Oristano,\u00A0Mostra della Vernaccia 1936. Fonte Archivio L'Unione Sarda
Oristano,\u00A0Mostra della Vernaccia 1936. Fonte Archivio L'Unione Sarda
Oristano, Mostra della Vernaccia 1936. Fonte Archivio L'Unione Sarda

IL DISCIPLINARE. Le norme che prescrivono criteri e requisiti da rispettare per ottenere vini con denominazione di origine controllata Vernaccia di Oristano sono stati fissati nel disciplinare di produzione approvato con Decreto del Presidente della Repubblica l’11 agosto 1971. Le zone di produzione sono individuate nella Bassa valle del Tirso e sono : Siamaggiore, Zeddiani, Baratili San Pietro, Nurachi, Riola Sardo, Oristano (con le frazioni Nuraxinieddu, Massama, Donigala Fenugheddu, Silì), Santa Giusta, Palmas Arborea, Cabras (frazione Solanas), Simaxis (con la frazione S. Vero Congius), Solarussa, Ollastra, Zerfaliu, Tramatza, Milis, San Vero Milis, Narbolia. Dei circa 2000 ettari coltivati negli anni ‘90 oggi si contano circa 250-300 ettari. La base ampelografica impone una vinificazione al 100 per cento di Vernaccia, con rese di uva per ettaro di massimo 80 quintali per le varie tipologie previste: Vernaccia di Oristano, superiore, riserva e infine liquoroso. Per quanto riguarda le caratteristiche analitiche e organolettiche il disciplinare spiega: «Il vino Vernaccia doc si presenta di colore giallo dorato ambrato, profumo delicato, alcolico con sfumature di fior di mandorla, sapore fine, sottile, caldo, con leggero e gradevole retrogusto di mandorle amare». Naturalmente siamo alla sintesi più magra, se solo si pensa alle molteplici e variegate componenti sensoriali e organolettiche di cui è ricco questo vino.

COME NASCE. La vinificazione del Vernaccia di Oristano ha del magico. Si forma in botti scolme così da favorire l’ingresso di ossigeno e la formazione di particolari lieviti che permettono un affinamento “biologico”. «Al termine della fermentazione alcolica i lieviti definiti “flor” appartenenti alla specie Saccharomyces cerevisiae sono capaci di risalire sulla superficie del vino in presenza di concentrazioni alcoliche proibitive per altri leviti, per formare un velo o biofilm più o meno spesso ed esteso», fa sapere l’associazione Ecomuseo. «Il metabolismo dei lieviti “flor” riveste particolare interesse di studio perché è il responsabile della produzione di composti chimici responsabili della frazione aromatica».

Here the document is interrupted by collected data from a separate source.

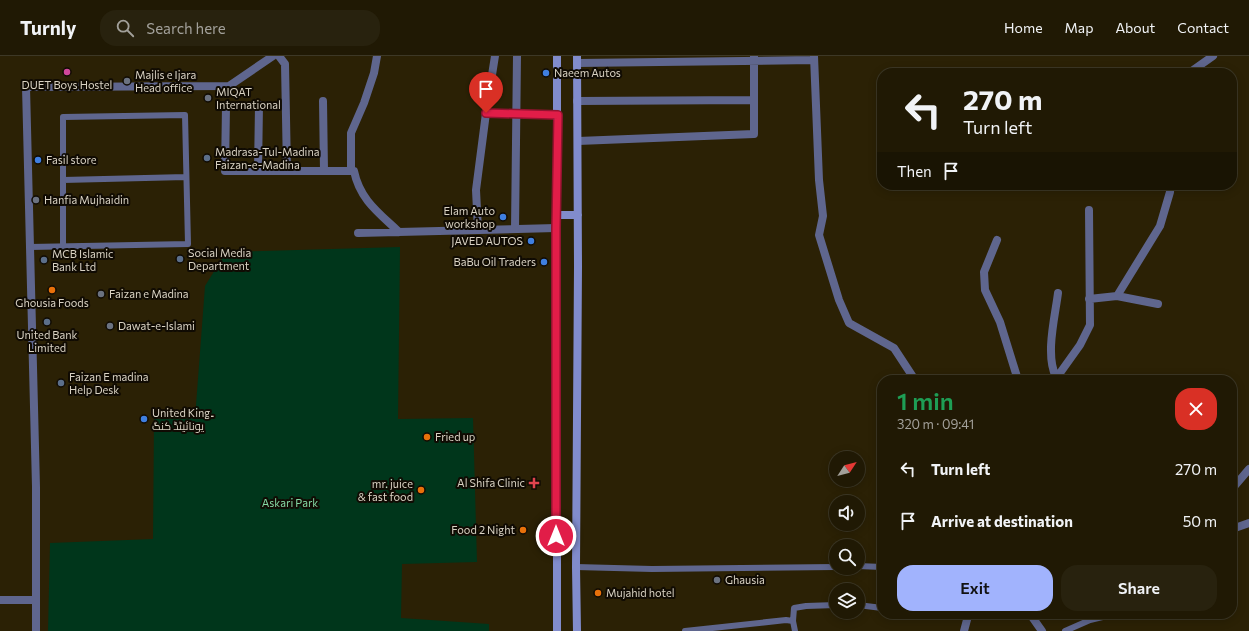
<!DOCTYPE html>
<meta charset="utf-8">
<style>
body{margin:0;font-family:Commissioner,Cairo,sans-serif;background:#28220e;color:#f1f3f6;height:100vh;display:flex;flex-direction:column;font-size:15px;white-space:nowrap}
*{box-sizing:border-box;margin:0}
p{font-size:13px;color:#a2a09a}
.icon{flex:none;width:22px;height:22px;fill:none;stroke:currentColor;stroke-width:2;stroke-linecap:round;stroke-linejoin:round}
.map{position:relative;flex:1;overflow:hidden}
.side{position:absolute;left:877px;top:319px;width:360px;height:244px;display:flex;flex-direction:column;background:#201904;border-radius:16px;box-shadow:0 2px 10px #0003,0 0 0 1px #3d3826}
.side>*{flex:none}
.guide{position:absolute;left:877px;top:12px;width:360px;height:122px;border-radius:16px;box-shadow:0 2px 10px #0003,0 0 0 1px #3d3826;background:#201904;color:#f1f3f6;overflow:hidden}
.needle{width:26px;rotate:54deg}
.fabs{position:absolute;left:829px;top:395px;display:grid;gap:8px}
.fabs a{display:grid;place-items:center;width:36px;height:36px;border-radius:50%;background:#201904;box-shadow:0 2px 10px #0003,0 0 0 1px #3d3826;font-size:20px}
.pin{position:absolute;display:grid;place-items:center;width:34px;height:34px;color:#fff;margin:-41px -17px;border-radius:50% 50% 50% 0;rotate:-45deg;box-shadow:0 0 4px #0007}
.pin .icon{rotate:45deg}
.me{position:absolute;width:44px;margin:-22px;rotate:0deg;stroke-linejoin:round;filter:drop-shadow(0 0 3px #0008)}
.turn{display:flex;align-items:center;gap:14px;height:84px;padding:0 20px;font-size:18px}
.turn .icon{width:52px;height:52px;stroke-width:2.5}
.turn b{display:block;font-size:28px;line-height:34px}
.then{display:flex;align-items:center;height:38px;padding:0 20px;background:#0003;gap:8px;font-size:15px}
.round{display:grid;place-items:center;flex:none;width:42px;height:42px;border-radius:16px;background:#28220e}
.headline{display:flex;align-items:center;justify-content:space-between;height:68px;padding:0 20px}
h1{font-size:24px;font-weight:600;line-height:30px;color:#1e9e55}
.primary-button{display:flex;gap:8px;margin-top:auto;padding:8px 20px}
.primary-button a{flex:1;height:46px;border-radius:16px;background:#a1b3fd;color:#111;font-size:16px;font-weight:600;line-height:46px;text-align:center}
.primary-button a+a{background:#28220e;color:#f1f3f6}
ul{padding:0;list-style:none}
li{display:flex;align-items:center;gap:12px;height:52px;padding:0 20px}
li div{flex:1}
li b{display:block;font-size:15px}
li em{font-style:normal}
header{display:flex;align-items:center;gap:24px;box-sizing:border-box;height:56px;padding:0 20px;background:#201904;border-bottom:1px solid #3d3826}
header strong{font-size:19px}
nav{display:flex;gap:22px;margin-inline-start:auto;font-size:14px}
.search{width:280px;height:36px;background:#28220e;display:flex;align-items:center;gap:10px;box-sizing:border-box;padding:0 14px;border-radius:16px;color:#a2a09a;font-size:15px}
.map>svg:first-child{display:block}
.green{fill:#00361b}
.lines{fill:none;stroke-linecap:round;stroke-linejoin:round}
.lane{stroke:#5f668e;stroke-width:6}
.street{stroke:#5f668e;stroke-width:8}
.secondary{stroke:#818ccc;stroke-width:8}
.route-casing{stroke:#92132f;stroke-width:10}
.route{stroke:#e11d48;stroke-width:7}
.hotel-dot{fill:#d1479c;stroke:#100b03;stroke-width:1.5}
.shop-dot{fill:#3f7fe0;stroke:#100b03;stroke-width:1.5}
.worship-dot{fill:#6b7280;stroke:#100b03;stroke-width:1.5}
.service-dot{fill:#5c6f8a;stroke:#100b03;stroke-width:1.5}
.food-dot{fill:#e8710a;stroke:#100b03;stroke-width:1.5}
.health-dot{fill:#e0444e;stroke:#100b03;stroke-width:1.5}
.labels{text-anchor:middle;stroke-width:4;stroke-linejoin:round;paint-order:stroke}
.poi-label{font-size:11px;fill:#d9d2c3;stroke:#100b03;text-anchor:start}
.park-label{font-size:11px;fill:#85d9a4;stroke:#100b03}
</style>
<header>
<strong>Turnly</strong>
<div class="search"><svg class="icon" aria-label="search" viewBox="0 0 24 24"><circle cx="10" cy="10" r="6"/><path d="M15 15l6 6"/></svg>Search here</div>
<nav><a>Home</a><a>Map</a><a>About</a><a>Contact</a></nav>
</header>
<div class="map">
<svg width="1249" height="575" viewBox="0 0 1249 575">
<rect width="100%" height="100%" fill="#2b2105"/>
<path class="green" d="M400,191L398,363L473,362L477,506L402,508L401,562L489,568V575H48L50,487L153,483L154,363L195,362L205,230L226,196Z"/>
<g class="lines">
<path class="lane" d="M486,57L558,59
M63,124L186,121
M30,191L188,188L185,59L63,61V190
M858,510L882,511
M576,511L652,513L836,511
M858,549L882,552
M940,558L968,560
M793,565L794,552L806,550L836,549
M685,575L786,564L793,565L795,575
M1065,575L1090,564L1115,558"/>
<path class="street" d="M279,0L285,8L287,115H354C360,144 379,157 399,176
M814,0L819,124L823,160L819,179L839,244L849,267L894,292L915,324
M577,7L814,4
M1189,17L1213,0
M323,45L324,115
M577,45L754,44
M226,50L225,115H287
M578,85L754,78V0
M258,115L259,49
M351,115V77L364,47L374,17L377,0
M515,173L517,0
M478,174L476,134L486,57L495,0
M358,177L556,172
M997,184L984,216L985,234L1000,266L1018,324
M1117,240L1158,248
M1089,243L1117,240L1160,170L1170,136
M1056,321C1045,299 1055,261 1058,237
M1055,324L1080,289L1090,269L1089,154
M1232,433L1249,413
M1232,473L1249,467
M0,544H36
M1030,558L1042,575
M36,575V431L26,31L229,30L273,0
M964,575L968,560L970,558"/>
<path class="secondary" d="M577,0L578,210L576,511L577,575
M557,159H578
M557,575V0"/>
</g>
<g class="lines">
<g class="route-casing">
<path id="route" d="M486,57L558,59L556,172V480"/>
</g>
<use href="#route" class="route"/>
</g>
<circle class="hotel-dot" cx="67" cy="16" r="4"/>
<g class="shop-dot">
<circle cx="546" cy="17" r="4"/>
<circle cx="38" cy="104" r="4"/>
<circle cx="503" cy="161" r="4"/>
<circle cx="531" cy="185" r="4"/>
<circle cx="544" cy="206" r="4"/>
<circle cx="144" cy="363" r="4"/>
</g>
<g class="worship-dot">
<circle cx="127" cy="25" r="4"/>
<circle cx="208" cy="42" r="4"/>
<circle cx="36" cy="144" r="4"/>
<circle cx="101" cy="238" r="4"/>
<circle cx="110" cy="270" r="4"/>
<circle cx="717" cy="524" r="4"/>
</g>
<g class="service-dot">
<circle cx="207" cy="102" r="4"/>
<circle cx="180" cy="203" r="4"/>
<circle cx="44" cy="204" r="4"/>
<circle cx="47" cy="266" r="4"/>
<circle cx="61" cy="327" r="4"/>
</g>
<g class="food-dot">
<circle cx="52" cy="234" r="4"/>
<circle cx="427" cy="381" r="4"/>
<circle cx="421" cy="434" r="4"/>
<circle cx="523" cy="474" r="4"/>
<circle cx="598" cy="537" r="4"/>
</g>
<path class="health-dot" d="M532 421h4v4h4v4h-4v4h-4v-4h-4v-4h4z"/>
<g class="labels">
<g class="poi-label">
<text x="554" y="21">Naeem Autos</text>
<text x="135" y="23">Majlis e Ijara<tspan x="135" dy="13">Head office</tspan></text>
<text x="67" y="33" text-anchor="middle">DUET Boys Hostel</text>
<text x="216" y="40">MIQAT<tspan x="216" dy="13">International</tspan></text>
<text x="215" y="100">Madrasa-Tul-Madina<tspan x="215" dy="13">Faizan-e-Madina</tspan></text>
<text x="46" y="108">Fasil store</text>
<text x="44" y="148">Hanfia Mujhaidin</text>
<text x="495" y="159" text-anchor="end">Elam Auto<tspan x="495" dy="13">workshop</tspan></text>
<text x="523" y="189" text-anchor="end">JAVED AUTOS</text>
<text x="188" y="201">Social Media<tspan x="188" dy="13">Department</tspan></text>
<text x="52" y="202">MCB Islamic<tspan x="52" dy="13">Bank Ltd</tspan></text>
<text x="536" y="210" text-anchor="end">BaBu Oil Traders</text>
<text x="109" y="242">Faizan e Madina</text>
<text x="52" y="251" text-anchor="middle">Ghousia Foods</text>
<text x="118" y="274">Dawat-e-Islami</text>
<text x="47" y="283" text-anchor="middle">United Bank<tspan x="47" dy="13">Limited</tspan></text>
<text x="69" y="325">Faizan E madina<tspan x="69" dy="13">Help Desk</tspan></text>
<text x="152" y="361">United King۔<tspan x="152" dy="13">یونائیٹڈ کنگ</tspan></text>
<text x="435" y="385">Fried up</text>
<text x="525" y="431" text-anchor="end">Al Shifa Clinic</text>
<text x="413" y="432" text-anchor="end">mr. juice<tspan x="413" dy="13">&amp; fast food</tspan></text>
<text x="515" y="478" text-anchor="end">Food 2 Night</text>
<text x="725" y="528">Ghausia</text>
<text x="606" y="541">Mujahid hotel</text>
</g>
<g class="park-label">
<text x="290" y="451">Askari Park</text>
</g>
</g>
</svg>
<div class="fabs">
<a><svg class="needle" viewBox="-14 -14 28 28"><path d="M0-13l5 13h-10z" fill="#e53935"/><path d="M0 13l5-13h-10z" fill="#a2a09a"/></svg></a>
<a><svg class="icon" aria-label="sound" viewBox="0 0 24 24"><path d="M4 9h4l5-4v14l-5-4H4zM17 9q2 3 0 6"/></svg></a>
<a><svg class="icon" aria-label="search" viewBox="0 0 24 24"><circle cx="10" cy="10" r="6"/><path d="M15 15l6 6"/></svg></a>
<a><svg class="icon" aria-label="layers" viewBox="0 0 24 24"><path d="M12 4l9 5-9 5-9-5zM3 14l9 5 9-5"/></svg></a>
</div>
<div class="pin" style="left:486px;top:57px;background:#d93025"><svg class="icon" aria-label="arrive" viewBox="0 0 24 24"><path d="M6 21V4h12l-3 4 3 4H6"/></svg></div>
<svg class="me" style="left:556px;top:480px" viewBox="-20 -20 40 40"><circle r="17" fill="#e11d48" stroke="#fff" stroke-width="3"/><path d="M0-11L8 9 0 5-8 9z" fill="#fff"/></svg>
<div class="guide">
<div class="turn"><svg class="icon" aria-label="left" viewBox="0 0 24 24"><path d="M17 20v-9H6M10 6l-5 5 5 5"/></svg><div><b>270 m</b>Turn left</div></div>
<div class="then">Then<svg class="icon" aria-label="arrive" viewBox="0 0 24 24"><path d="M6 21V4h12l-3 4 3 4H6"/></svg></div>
</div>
<section class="side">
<div class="headline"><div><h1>1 min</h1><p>320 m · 09:41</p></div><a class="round" style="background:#d93025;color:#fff"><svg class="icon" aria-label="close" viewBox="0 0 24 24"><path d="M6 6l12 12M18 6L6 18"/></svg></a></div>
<ul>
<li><svg class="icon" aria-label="left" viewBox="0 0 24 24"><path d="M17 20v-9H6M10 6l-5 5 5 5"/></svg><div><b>Turn left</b></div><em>270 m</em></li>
<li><svg class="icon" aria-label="arrive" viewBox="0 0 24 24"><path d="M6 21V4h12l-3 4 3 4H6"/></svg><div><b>Arrive at destination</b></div><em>50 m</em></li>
</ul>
<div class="primary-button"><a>Exit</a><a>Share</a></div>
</section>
</div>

LE CANTINE. Nel sito ufficiale dell’Ecomuseo si parla di «sette cantine che oggi producono il vino Vernaccia di Oristano»: l’azienda vitivinicola Contini di Cabras; la Cantina sociale della Vernaccia, Donigala Fenughedu; Silvio Carta, Zeddiani; Famiglia Orro di Davide Orro a Tramatza; azienda vitivinicola Fratelli Serra a Zeddiani; azienda vitivinicola Stefano Pippia, Baratili San Pietro; azienda vitivinicola S’Anatzu, Baratili San Pietro. Tre le cantine storiche: Francesco Atzori Vitivinicola nata nel 1912 e dal 2000 inserita nell’azienda Contini; Produttori riuniti di Baratili, azienda nata nel 1950 oggi non più in attività; e Josto Puddu, azienda nata nel 1962 chiusa nel 2012. Quarto Moro di Arborea e Silattari di Bosa sono le due “Cantine amiche”.